[INPUT RECORDS]

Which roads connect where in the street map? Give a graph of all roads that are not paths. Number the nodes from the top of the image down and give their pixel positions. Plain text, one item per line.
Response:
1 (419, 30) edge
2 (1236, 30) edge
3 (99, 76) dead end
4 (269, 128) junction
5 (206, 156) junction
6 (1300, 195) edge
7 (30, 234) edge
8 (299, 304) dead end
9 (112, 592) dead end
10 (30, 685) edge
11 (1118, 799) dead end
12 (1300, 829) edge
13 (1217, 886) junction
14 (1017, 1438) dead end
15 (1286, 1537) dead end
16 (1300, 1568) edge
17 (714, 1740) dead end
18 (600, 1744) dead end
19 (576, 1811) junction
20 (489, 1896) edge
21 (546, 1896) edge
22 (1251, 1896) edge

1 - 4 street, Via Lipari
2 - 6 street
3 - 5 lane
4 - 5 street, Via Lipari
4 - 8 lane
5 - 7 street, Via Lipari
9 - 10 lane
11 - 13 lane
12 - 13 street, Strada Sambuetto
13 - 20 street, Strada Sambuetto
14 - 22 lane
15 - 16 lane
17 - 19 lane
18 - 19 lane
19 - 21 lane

[/INPUT RECORDS]

• [BRIEF] Exactly reproduce the entries in their entirety.

• [SOLUTION]
Which roads connect where in the street map? Give a graph of all roads that are not paths. Number the nodes from the top of the image down and give their pixel positions. Plain text, one item per line.
Response:
1 (419, 30) edge
2 (1236, 30) edge
3 (99, 76) dead end
4 (269, 128) junction
5 (206, 156) junction
6 (1300, 195) edge
7 (30, 234) edge
8 (299, 304) dead end
9 (112, 592) dead end
10 (30, 685) edge
11 (1118, 799) dead end
12 (1300, 829) edge
13 (1217, 886) junction
14 (1017, 1438) dead end
15 (1286, 1537) dead end
16 (1300, 1568) edge
17 (714, 1740) dead end
18 (600, 1744) dead end
19 (576, 1811) junction
20 (489, 1896) edge
21 (546, 1896) edge
22 (1251, 1896) edge

1 - 4 street, Via Lipari
2 - 6 street
3 - 5 lane
4 - 5 street, Via Lipari
4 - 8 lane
5 - 7 street, Via Lipari
9 - 10 lane
11 - 13 lane
12 - 13 street, Strada Sambuetto
13 - 20 street, Strada Sambuetto
14 - 22 lane
15 - 16 lane
17 - 19 lane
18 - 19 lane
19 - 21 lane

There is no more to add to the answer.